NEW YORK — Tesla Inc. shares fell more than 1.5% in early trading Thursday, dipping to $381.62 by 9:48 a.m. EDT on April 23 as investors paused after a strong run and awaited clarity on the company’s delayed robotaxi unveiling and slowing electric vehicle demand.

The decline of $5.89, or 1.52%, came amid broader market strength, with the Dow Jones Industrial Average pushing above 49,000. Tesla’s move highlighted ongoing volatility in the stock despite its massive year-to-date gains and Elon Musk’s ambitious vision for autonomous driving and artificial intelligence.

Trading volume was moderate in the opening hour, suggesting the pullback reflected profit-taking rather than heavy selling pressure. The stock had climbed sharply in recent weeks on optimism around Full Self-Driving software updates and potential progress on the long-awaited robotaxi event, originally planned for earlier this year but now expected in late May or June.

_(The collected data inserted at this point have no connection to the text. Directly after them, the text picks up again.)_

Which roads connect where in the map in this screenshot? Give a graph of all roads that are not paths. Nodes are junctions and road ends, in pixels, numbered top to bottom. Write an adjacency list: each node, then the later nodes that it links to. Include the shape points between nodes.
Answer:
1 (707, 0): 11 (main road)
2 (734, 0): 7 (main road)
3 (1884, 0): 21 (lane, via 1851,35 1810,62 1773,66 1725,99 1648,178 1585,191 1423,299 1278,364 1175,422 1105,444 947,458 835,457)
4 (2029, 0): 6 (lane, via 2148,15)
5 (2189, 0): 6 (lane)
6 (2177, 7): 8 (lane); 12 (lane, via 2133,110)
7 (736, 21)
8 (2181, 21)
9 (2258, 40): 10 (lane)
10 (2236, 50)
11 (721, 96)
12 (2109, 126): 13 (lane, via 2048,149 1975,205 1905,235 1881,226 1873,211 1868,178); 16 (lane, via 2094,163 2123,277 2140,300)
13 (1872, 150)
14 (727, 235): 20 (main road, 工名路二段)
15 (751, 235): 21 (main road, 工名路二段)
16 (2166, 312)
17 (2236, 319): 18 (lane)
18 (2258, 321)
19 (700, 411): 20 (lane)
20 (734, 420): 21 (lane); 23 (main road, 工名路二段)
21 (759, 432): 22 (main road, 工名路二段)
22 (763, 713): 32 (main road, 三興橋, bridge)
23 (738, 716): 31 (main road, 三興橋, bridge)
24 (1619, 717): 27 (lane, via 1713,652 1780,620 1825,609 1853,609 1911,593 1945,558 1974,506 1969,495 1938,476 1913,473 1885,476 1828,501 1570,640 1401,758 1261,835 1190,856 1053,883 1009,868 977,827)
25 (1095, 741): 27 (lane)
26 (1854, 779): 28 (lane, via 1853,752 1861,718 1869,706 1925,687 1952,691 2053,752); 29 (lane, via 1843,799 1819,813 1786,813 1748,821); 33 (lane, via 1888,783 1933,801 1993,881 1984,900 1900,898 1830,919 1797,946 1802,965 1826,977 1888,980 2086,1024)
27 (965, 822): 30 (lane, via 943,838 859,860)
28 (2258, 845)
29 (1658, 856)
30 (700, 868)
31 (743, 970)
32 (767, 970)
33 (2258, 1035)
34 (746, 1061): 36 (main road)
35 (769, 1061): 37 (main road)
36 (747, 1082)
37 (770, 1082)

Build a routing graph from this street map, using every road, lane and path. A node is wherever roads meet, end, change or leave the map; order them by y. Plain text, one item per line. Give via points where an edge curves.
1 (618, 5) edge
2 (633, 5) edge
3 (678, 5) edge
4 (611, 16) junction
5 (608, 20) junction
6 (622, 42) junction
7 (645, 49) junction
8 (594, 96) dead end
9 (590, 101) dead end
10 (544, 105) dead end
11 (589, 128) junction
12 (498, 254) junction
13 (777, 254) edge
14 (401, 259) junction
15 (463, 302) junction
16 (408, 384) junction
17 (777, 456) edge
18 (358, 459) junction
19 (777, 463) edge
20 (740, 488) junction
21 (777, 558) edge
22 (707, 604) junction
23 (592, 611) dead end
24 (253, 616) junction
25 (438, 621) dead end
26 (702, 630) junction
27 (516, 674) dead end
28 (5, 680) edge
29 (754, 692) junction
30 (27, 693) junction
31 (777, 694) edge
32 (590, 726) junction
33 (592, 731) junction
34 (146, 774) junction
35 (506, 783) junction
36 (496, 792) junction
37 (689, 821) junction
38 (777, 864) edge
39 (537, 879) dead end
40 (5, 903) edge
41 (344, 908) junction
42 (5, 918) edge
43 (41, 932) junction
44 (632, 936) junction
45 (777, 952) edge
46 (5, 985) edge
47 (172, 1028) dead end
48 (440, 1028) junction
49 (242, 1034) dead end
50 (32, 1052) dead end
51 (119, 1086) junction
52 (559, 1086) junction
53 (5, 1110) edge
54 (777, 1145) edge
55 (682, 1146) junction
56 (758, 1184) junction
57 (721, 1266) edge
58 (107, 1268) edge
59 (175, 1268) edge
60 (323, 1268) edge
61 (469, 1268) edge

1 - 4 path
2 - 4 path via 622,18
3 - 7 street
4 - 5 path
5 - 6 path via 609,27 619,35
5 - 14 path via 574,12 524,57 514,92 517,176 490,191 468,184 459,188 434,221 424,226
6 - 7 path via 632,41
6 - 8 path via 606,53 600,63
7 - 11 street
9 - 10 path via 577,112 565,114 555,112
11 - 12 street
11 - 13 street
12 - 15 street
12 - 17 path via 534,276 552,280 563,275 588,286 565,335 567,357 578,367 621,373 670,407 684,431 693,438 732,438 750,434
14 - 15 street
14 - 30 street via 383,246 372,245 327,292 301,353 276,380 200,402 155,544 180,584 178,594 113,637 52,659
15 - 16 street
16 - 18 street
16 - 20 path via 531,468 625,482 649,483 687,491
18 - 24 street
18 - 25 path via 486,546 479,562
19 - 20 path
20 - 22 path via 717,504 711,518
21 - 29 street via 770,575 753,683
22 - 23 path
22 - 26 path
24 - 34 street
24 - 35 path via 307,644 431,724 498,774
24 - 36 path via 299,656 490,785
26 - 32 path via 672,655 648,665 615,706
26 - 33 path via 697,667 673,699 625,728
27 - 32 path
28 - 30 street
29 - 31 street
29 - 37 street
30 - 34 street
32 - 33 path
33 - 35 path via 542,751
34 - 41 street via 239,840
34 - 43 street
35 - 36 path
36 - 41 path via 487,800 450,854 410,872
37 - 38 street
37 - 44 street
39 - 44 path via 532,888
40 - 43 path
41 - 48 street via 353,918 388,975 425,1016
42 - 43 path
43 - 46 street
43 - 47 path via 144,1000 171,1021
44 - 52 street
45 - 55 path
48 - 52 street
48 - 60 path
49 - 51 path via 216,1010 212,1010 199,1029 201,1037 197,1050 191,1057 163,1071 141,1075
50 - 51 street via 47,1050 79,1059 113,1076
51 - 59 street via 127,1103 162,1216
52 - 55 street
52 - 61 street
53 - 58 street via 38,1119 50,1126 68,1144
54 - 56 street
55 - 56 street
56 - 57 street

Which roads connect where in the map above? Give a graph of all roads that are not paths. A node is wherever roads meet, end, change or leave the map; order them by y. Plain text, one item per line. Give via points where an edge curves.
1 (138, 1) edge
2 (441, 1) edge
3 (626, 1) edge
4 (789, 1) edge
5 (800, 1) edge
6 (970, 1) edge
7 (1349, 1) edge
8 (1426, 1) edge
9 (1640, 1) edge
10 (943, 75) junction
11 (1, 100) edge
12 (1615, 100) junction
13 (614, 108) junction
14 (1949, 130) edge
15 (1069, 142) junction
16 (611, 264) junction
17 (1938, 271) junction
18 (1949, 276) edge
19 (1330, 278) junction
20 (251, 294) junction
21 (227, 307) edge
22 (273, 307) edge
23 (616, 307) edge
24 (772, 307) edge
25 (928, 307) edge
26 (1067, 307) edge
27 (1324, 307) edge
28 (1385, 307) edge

Analysts pointed to several factors behind Thursday’s modest decline. Some investors locked in gains after Tesla’s strong performance earlier in April. Others grew cautious as new vehicle delivery numbers for the first quarter showed only modest growth compared with ambitious internal targets. Global EV competition, particularly from Chinese manufacturers, continues to pressure pricing and margins in key markets.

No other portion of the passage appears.